You can learn more about the center and coming events here.

Enjoying a Cup of Coffee

Howard Schultz is considering a run for the White House. The former chairman and chief executive officer of Starbucks Coffee Company also has a new book.  With From the Ground Up, Schultz writes two interwoven narratives of a conflicted boyhood in Brooklyn and a behind-the-scenes look at his unconventional efforts to challenge old notions about the role of business in society. Town Hall and Seattle Theater Group is presenting him at the Moore Theatre on January 31 at 7:30.

The event is FREE. You can learn more and register for the event here.

Coffee has been a large part of Schultz’s history and coffee has been a part of Seattle’s culture for much longer.
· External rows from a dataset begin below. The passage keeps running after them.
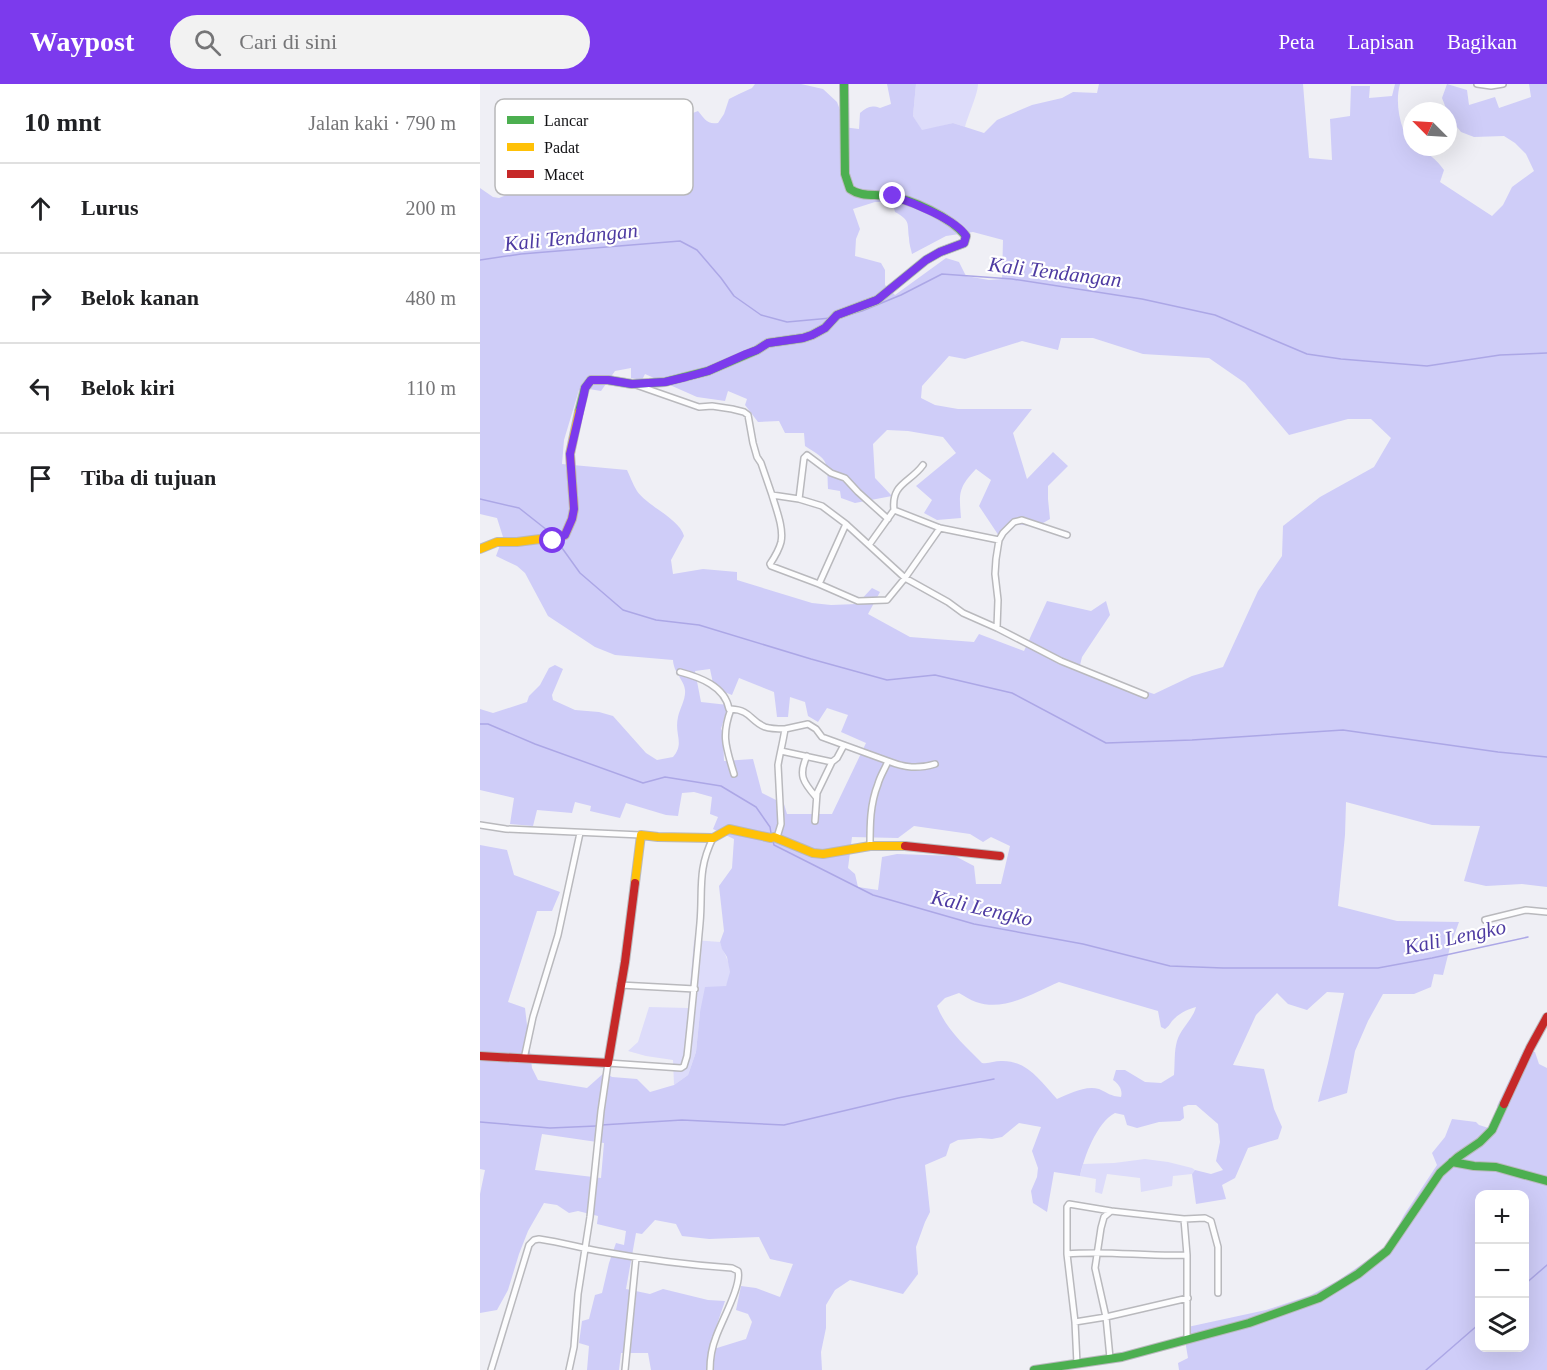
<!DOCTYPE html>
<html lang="id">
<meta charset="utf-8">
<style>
:root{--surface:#fff;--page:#f2f2f2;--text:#202124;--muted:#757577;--line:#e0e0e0;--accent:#7c3aed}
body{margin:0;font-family:"Times New Roman",serif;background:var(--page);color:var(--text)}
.controls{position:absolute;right:18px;bottom:18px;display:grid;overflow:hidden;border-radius:12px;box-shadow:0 6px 24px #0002}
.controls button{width:54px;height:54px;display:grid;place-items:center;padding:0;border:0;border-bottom:2px solid var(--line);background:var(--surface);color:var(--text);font:30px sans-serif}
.compass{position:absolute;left:923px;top:18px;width:54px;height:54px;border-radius:50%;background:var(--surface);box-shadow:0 6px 24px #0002;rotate:294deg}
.stop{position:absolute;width:18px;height:18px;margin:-14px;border:4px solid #7c3aed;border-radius:50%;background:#fff}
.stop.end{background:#7c3aed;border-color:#fff;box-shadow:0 2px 6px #0008}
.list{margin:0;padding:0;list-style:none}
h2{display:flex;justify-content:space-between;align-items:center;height:78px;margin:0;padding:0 24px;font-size:26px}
h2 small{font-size:20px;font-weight:400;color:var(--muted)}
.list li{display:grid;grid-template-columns:39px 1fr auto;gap:18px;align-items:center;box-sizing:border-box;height:90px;padding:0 24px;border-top:2px solid var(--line)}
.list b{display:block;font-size:22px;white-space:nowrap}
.list em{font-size:20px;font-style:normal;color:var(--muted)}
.icon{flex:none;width:33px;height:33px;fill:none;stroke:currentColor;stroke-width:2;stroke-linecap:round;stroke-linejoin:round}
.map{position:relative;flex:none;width:1067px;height:1286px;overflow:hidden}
header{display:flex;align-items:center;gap:36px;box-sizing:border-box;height:84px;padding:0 30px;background:var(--accent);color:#fff}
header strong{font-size:28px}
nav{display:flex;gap:33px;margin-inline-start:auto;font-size:21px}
.search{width:420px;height:54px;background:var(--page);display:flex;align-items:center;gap:15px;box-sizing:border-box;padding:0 21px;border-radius:33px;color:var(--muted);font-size:22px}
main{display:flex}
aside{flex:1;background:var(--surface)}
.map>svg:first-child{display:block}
</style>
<header>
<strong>Waypost</strong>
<div class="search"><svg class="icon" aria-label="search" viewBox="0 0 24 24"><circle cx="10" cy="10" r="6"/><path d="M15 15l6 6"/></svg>Cari di sini</div>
<nav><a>Peta</a><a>Lapisan</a><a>Bagikan</a></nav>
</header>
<main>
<aside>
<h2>10 mnt<small>Jalan kaki · 790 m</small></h2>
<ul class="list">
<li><svg class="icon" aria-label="ahead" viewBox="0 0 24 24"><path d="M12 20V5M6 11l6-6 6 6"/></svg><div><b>Lurus</b></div><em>200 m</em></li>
<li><svg class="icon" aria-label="right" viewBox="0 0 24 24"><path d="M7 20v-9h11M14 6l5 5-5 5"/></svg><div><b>Belok kanan</b></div><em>480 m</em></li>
<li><svg class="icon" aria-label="left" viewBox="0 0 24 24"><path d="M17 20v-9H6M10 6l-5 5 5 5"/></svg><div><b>Belok kiri</b></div><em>110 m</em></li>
<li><svg class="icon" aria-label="arrive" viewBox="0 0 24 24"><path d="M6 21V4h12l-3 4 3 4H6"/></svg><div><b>Tiba di tujuan</b></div></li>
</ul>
</aside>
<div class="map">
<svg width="1067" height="1286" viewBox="0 0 1067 1286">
<rect width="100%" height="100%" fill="#efeff5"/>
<!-- green -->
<path fill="#dddcfa" d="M 436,0 L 498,0 C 498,10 488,31 485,43 L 473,39 L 442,47 L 433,32 Z
M 214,856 L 240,858 C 243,868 249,876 250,886 C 252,904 231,917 220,928 L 216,968 L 208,991 L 194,1001 L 193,976 L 166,972 L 148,967 L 158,958 L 169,923 L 208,924 Z
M 665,1075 L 688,1078 L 712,1084 L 715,1086 L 712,1090 L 693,1092 L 692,1102 L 661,1108 L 660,1094 L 627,1090 L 622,1110 L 615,1108 L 616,1095 L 600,1092 L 603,1080 L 634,1079 Z"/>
<!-- forest -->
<path fill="#cfcdf8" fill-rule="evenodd" d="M 275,0 L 321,0 L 343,5 L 357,18 L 360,26 L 363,43 L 379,45 L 380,29 C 387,23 391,21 400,24 L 411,20 L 407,0 L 436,0 L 433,32 L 442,46 L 473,39 L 504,49 L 517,36 L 552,21 L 582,14 L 593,8 L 617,9 L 619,0 L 823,0 L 829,74 L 852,76 L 850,35 L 870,32 L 871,2 L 890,2 L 889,14 L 912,12 L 915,0 L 920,0 C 916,14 918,31 923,45 C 926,52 931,56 932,63 C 943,63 958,77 964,86 L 960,98 L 1012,132 L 1023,121 L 1032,103 L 1054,87 L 1046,70 L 1035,59 L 1024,52 L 994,53 L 981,48 L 969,33 L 968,27 L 967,27 L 962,14 L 967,0 L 987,6 L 989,21 L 1015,13 L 1019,24 L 1051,13 L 1049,0 L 1067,0 L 1067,803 L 1042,800 L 1006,802 L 984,797 L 1000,742 L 952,741 L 866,718 L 865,751 L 858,822 L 917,837 L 979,838 L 970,863 L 963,891 L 954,890 L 951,903 L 934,910 L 903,910 L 888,937 L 875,967 L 867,1009 L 838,1018 L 848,979 L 864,909 L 847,908 L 827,926 L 808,920 L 797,909 L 776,931 L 753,981 L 784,985 L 794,1025 L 802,1043 L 798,1055 L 768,1064 L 755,1094 L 742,1101 L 746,1115 L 716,1120 L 712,1090 L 715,1086 L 731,1090 L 743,1086 L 736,1077 L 740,1058 L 738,1040 L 716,1021 L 708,1021 L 703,1023 L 704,1034 L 700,1037 L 679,1038 L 657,1044 L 647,1041 L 644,1031 L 635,1029 C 617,1038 604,1073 600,1092 L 574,1088 L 567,1128 L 553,1119 L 551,1107 L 557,1093 L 558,1084 L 552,1067 L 561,1043 L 539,1039 L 522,1053 L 512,1055 L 500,1054 L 478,1056 L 470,1060 L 466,1072 L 445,1081 L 450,1128 L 445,1138 L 436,1163 L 438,1190 L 423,1210 L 370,1196 L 355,1206 L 346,1221 L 346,1244 L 341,1268 L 342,1286 L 171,1286 L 168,1269 L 141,1269 L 139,1286 L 107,1286 L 109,1262 L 99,1259 L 102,1237 L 109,1235 L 115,1211 L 122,1209 L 129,1179 L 136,1159 L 144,1161 L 146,1147 L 117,1140 L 118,1132 L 98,1127 L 89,1129 L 77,1121 L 64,1119 L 48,1147 L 39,1170 L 28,1206 L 17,1226 L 0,1229 L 0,1110 L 5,1086 L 0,1085 L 0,761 L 27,766 L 34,791 L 80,808 L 72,827 L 57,827 L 28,918 L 45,924 L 52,984 L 58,996 L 107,1004 L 125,988 L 132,993 L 157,995 L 170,1008 L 194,1001 L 208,991 L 216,968 L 220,928 L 225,903 L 246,902 L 250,888 L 247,873 L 242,865 L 240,858 L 244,847 L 239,802 L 252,784 L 254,755 L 233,745 L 238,733 L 230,730 L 232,713 L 214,708 L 202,709 L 198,732 L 186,731 L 146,719 L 140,734 L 110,727 L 111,722 L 95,718 L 92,729 L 57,726 L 53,742 L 30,740 L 34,714 L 0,706 L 0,625 L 13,629 L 47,618 L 49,612 L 60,601 L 69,584 L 75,581 L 83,585 L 72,611 L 73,616 L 95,626 L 119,628 L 133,632 L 166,669 L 177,676 L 193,673 C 205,659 194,651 198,633 C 200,624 206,615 205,606 C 204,598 198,592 195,585 C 194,582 193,579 193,576 L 135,571 L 115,563 L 68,532 L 45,489 L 37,482 L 16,472 L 23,453 L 17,434 L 0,430 L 0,104 L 13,113 L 19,114 L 29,110 L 44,95 L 61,73 L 67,62 L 68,45 C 74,43 76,47 82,47 C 93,48 105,42 116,38 L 125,44 L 129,72 C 135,73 143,76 148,75 C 171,72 173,47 187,34 L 200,34 L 218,27 C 224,34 227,41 238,39 L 244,30 L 249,15 L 259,10 L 272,4 ZM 395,118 L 407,118 L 413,121 L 415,128 C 431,137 427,139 429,154 C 429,160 431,165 432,170 L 466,152 L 493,148 L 523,156 L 522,195 L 509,196 L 486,192 L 479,178 L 466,174 L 415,211 L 405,201 L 405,186 L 401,179 L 375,172 L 376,155 L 380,145 L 373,125 ZM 581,254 L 613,254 L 663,270 L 729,274 L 765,299 L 809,351 L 868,335 L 891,335 L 911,354 L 894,383 L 840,413 L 803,442 L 802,472 L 778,507 L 743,583 L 712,592 L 674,610 L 599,585 L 602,573 L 630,531 L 626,517 L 611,527 L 567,517 L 544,567 L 499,550 L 494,558 L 430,553 L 388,530 L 400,508 L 392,504 L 377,520 L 351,521 L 332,519 L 257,496 L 257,488 L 223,485 L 193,490 L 191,476 L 204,452 C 200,435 167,422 157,407 C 153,401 150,392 147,386 L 82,380 L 84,356 L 99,306 L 109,305 L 121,307 L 135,287 L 151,284 L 151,294 L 162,296 L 165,290 L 217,313 L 245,317 L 248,307 L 267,315 L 265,321 L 278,338 L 299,337 L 305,349 L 324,349 L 325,362 C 349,377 347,376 348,405 L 360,407 L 361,414 L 375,419 L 412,412 L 395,394 L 393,360 L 407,346 L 428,347 L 463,353 L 476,369 L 436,402 L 452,416 L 444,429 L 457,436 L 481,434 C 479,409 478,404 496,385 L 511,396 L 499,422 L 519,452 L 537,440 L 556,443 L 570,435 L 568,415 L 568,402 L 588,382 L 573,368 L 547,395 L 533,349 L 552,325 L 478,325 L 455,321 L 441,314 L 442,302 L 469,272 L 485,275 L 542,257 L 578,266 ZM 230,585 L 234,604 L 252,611 L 259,594 L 294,608 L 297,633 L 308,633 L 310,613 L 325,618 L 328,632 L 338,638 L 347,624 L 368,631 L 361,648 L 386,659 L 352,730 L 307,730 L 304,720 L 282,709 L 273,675 L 244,677 L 243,648 L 241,645 L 248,621 L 221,618 L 215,587 ZM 434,742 L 490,750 L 503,758 L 511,753 L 530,762 L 521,800 L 496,800 L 494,782 L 475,772 L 417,770 L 402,773 L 398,806 L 378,803 L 375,790 L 368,784 L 372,753 L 418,754 ZM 579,898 L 678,927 L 681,943 L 685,945 C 688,943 690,940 692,937 C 698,930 708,925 716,923 C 713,935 701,944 697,957 C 694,967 695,980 694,991 L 681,999 L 665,998 L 645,986 L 636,986 L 633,996 C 639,1000 643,1006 641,1013 C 630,1012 628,1009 619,1005 C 605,1001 589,1010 577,1015 C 560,997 547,976 521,977 C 514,977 509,980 502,979 C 485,962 466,945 457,922 L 465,914 L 479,909 C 485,912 490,916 496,918 C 525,928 553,909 579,898 ZM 62,1050 L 124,1059 L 121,1094 L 55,1086 ZM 175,1136 L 196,1140 L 202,1152 L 229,1155 L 279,1153 L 290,1175 L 313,1180 L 300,1213 L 276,1204 L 261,1202 L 256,1226 L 268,1230 L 272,1238 L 266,1255 L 237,1264 L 231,1258 L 245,1217 L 228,1216 L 183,1205 L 170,1210 L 146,1205 L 156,1149 L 162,1150 Z
M 1044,965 L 1055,968 L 1059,980 L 1067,984 L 1067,1286 L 699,1286 L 698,1279 L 708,1274 L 703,1244 L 786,1226 L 831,1211 L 859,1196 L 908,1162 L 924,1131 L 957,1081 L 952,1069 L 965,1053 L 972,1035 L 996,1038 L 999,1041 L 1015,1046 L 1023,1030 L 1017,1022 ZM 999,1110 L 1044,1110 L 1044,1264 L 999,1264 Z"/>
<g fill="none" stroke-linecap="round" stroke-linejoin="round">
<!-- stream -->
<path stroke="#aca7e6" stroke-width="1.5" d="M 0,176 L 41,170 L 200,157 L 217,166 L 241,194 L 254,212 L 281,231 L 307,238 L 351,234
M 364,232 L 382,227 L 421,211 L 462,190 L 532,195 L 662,215 L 735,231 L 827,270 L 861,275 L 947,282 L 1020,271 L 1067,269
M 0,415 L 39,424 L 72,450 L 74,453
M 77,457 L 100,489 L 143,526 L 176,536 L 219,541 L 331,575 L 407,596 L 455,591 L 532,609 L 626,659 L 712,656 L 863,646 L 1018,668 L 1067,673
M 0,640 L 8,640 L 55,660 L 163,699 L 185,693 L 241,702 L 276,723 L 290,743 L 291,749
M 293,757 L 294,761 L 393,811 L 494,840 L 603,860 L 690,882 L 743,884 L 898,884 L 952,874 L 1048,853
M 0,1038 L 70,1044 L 116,1042
M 121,1041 L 202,1036 L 304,1041 L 418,1014 L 514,995
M 1044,1201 L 1067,1181
M 946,1286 L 999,1240"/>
<defs>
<path id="street" d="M 997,0 L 1011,2 L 1023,0
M 156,301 L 219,323 L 232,322 L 252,325 L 264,328 L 268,331 L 273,359 L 277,373 L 281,379 L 292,411 L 319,415 L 342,422 L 366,440 L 425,494 L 468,518 L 483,529 L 517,544 L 581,577 L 665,611
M 292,411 C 296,425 304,444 301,458 C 299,466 294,474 290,480 L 291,482 L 339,500 L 366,440
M 319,415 L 324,374 L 327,371 L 351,389 L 365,394 L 378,408 L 408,435
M 414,426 C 411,399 430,399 443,381
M 389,461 L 414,426 L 460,444 L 519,456
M 339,500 L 378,517 L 407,516 L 425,494 L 460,444
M 517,544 L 518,516 L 515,490 L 516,475 L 519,456 L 523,449 L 534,438 L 542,436 L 587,451
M 200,588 C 219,593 245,602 249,625 L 251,625
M 364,661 L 408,677 C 405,685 400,692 398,700 C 390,720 390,741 390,762
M 301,667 L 352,678
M 327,672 C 318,691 323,698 336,713
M 408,677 C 425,684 438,685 455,680
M 254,690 C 246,663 241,652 251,625 C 271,626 270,637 285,643 C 291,645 298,645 305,645
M 0,741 L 26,745 L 161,751
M 294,753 L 298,750 L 301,740 L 298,681 C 300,669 303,658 305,645 L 328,640 L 336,645 L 342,653 L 364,661 L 357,674 L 352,678 L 337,709 L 335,737
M 1005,836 L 1046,826 L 1067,828
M 140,901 L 215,905
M 44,975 L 53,933 L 78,851 L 100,749
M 704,1135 L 707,1171
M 587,1170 C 627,1166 667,1173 707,1171 L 707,1256
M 595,1238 L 626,1233 L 708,1214
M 630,1274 L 626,1233 L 615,1184 L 621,1144 L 624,1133 L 631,1127 L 704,1135 L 725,1134 L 731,1137 L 738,1163 L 738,1209
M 597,1280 L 595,1238 L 587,1170 L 587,1123 L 589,1120 L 631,1127
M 11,1286 L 49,1161 L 54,1156 L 59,1155 C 79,1158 98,1163 118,1167 C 163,1175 207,1181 252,1184 L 258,1187 C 262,1201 241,1238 236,1253 C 232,1263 230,1276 230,1286
M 89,1286 L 94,1263 L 98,1210 L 110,1133 L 121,1027 L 128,979 L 201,984 L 204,982 L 207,972 C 212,927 216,883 220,839 C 223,806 217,786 233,754
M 145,1286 L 156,1174"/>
<path id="fast" d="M 99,328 L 105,304 L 111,296 L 128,296 L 152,300 L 185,298 L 228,287 L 277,266 L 288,259 L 323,254 L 332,251 L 345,244 L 357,231 L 397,216 L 446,176 L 460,168 L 484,159 L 486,152 C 470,133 432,115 407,112 C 394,110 381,113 370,105 L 365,90 L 364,0
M 972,1078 L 994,1082 L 1016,1083 L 1067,1097
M 554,1286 L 642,1273 L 769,1239 L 839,1214 L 878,1190 L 907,1167 L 960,1089 L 978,1073 L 1000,1058 L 1012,1046 L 1024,1020"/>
<path id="slow" d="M 0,465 L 17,458 L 37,458 L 60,455 L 73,457 L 85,451 L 92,435 L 94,425 L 90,370 L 99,328
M 155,799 L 161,751 L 178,753 L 233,754 L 249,745 L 291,754 L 294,753 L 333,769 L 343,770 L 390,762 L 425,762"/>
<path id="jam" d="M 425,762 L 520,772
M 0,972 L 128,979 L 145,878 L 155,799
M 1024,1020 L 1050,964 L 1067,933"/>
</defs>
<!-- street casing -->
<use href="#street" stroke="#b9b9bd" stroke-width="8"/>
<!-- fast casing -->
<use href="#fast" stroke="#b9b9bd" stroke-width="10"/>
<!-- slow casing -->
<use href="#slow" stroke="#b9b9bd" stroke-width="10"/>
<!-- jam casing -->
<use href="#jam" stroke="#b9b9bd" stroke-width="10"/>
<!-- street -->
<use href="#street" stroke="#fdfdfe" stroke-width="5"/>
<!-- fast -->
<use href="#fast" stroke="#4caf50" stroke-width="8"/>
<!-- slow -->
<use href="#slow" stroke="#ffc107" stroke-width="8"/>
<!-- jam -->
<use href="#jam" stroke="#c62828" stroke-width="8"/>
</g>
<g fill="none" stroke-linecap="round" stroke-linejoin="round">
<!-- route -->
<path stroke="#7c3aed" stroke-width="8" d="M 73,457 L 85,451 L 92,435 L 94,425 L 90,370 L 104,310 L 105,304 L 111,296 L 128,296 L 152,300 L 185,298 L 206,293 L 228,287 L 266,270 L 277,266 L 288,259 L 323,254 L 332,251 L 345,244 L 357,231 L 397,216 L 446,176 L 460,168 L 484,159 L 486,152 C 477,136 431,118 413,112"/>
</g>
<g text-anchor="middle" stroke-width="4.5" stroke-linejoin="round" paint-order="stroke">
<!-- water labels -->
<g font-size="21" font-style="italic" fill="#4e3ba2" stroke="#fff">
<text transform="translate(91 153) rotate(-6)" y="7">Kali Tendangan</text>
<text transform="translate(575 188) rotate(7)" y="7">Kali Tendangan</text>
<text transform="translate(502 824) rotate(13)" y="7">Kali Lengko</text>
<text transform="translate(975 853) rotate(-12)" y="7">Kali Lengko</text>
</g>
</g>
<!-- legend -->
<rect x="15" y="15" width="198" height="96" rx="9" fill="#fff" stroke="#b8b8b9" stroke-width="1.5"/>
<rect x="27" y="32" width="27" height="8" fill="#4caf50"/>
<rect x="27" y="59" width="27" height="8" fill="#ffc107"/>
<rect x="27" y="86" width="27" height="8" fill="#c62828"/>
<g font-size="16" fill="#121215">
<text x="64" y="42">Lancar</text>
<text x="64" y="69">Padat</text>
<text x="64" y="96">Macet</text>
</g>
</svg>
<div class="controls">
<button>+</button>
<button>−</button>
<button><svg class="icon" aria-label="layers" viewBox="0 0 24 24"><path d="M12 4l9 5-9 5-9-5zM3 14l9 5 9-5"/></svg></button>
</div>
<svg class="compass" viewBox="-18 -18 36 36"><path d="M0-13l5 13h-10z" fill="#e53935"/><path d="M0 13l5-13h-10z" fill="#757577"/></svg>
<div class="stop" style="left:73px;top:457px"></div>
<div class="stop end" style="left:413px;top:112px"></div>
</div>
</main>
Take, for instance, an August 30, 1919 story in the Town Crier. In a story entitled “Ideal Breakfasts” the writer tells us, in no uncertain terms, the proper way to enjoy a cup of joe…

Coffee, of course, is the proper accompaniment for this morning feast, as it is for any well-ordered breakfast. There should be a small pot of it, just enough for two cupfuls. A Hoover portion of sugar is enough, and it always has been enough, in peace times as in war. Only a perverted, or a juvenile, taste can stand a dose of syrup first thing in the morning, and one must be a lumberman or a deep-sea sailor to enjoy coffee sweetened with brown sugar or molasses. The nicely judged allowance of sugar should first go into the cup, the hot coffee being poured over it until the cup is about four-fifths filled. Then you add the cream, cold, until the blend is a delicate amber brown. ‘Two-thirds hot milk,’ Indeed! Such pap not for grown persons. If the coffee itself is as hot as it should be, hot milk is not necessary, and anyway it is an abomination.

Drink your coffee – APPROPRIATELY – and we’ll see you soon at the Howard Schultz event.